YOUR INSTRUCTIONS:
Each line of the data below that carries the word "into" needs to be copied.

DATA LISTING:
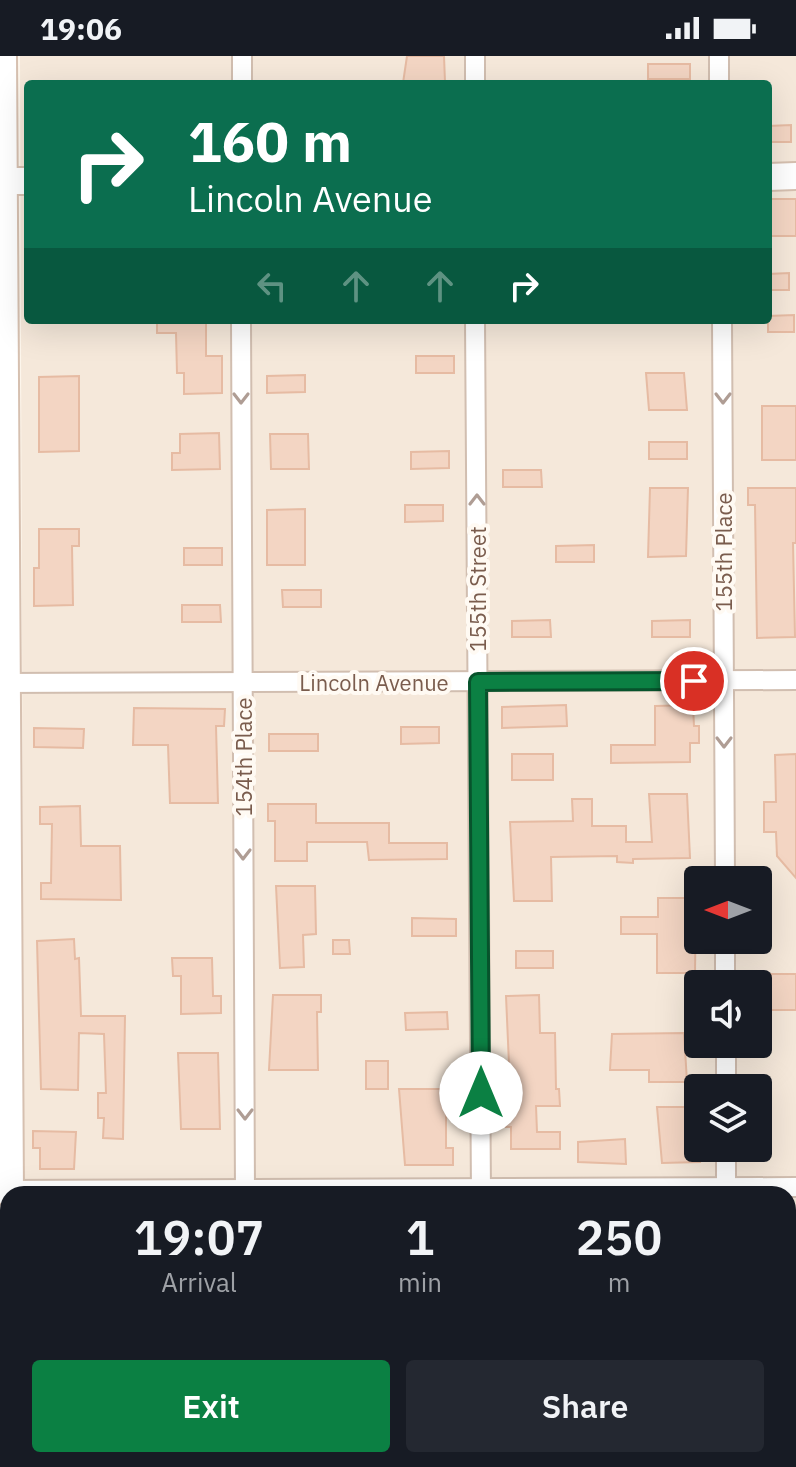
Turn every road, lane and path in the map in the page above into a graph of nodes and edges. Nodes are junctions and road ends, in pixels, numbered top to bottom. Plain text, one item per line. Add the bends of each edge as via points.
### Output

==

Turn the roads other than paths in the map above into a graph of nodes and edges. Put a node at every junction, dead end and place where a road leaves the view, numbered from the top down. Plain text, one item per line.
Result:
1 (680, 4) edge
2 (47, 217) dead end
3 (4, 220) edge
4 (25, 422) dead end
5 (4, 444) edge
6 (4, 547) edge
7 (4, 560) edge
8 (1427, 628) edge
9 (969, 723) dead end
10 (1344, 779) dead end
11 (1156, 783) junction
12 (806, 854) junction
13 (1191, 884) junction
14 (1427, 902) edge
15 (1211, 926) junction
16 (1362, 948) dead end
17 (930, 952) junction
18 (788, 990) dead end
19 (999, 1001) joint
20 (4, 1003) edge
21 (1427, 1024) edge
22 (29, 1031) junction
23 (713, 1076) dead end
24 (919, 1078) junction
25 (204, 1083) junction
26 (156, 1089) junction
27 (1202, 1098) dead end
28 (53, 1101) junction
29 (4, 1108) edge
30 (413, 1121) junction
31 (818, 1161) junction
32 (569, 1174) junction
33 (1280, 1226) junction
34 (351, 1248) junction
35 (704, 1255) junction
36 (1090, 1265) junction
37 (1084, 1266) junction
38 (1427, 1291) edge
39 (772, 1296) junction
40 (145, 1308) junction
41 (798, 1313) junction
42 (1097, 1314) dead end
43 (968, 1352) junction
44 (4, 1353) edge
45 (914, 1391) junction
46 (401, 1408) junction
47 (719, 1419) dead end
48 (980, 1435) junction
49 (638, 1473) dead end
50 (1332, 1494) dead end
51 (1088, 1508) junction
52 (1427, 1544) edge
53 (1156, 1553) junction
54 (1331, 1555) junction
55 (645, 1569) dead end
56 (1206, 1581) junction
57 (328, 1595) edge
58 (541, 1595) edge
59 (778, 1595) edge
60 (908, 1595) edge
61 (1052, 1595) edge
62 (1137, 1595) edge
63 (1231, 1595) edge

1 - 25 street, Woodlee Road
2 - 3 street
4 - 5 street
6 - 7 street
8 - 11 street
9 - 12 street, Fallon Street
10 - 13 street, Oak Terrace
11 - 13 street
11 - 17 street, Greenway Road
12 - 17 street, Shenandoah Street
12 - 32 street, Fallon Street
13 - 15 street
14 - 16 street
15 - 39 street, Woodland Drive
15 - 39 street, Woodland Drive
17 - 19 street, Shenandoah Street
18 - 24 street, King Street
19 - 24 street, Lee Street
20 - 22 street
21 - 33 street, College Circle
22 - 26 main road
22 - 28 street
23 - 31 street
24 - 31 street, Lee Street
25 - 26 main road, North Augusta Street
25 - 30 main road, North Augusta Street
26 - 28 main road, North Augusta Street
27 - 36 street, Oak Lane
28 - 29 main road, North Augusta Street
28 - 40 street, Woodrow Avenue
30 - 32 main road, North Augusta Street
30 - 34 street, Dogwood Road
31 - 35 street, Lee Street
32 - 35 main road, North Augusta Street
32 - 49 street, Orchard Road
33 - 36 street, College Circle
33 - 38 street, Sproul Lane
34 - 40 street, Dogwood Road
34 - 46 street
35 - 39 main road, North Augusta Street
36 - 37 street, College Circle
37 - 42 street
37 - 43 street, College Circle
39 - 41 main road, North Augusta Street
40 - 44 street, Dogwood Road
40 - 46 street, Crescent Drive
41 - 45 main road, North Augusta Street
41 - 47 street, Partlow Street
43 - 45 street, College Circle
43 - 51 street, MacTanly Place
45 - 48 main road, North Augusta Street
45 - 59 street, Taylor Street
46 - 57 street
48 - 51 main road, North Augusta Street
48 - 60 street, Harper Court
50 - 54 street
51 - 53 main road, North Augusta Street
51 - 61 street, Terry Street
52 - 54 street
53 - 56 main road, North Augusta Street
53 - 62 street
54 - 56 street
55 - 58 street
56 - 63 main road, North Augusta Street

RESULT FOR THIS EXERCISE:
Turn every road, lane and path in the map in the page above into a graph of nodes and edges. Nodes are junctions and road ends, in pixels, numbered top to bottom. Plain text, one item per line. Add the bends of each edge as via points.
Turn the roads other than paths in the map above into a graph of nodes and edges. Put a node at every junction, dead end and place where a road leaves the view, numbered from the top down. Plain text, one item per line.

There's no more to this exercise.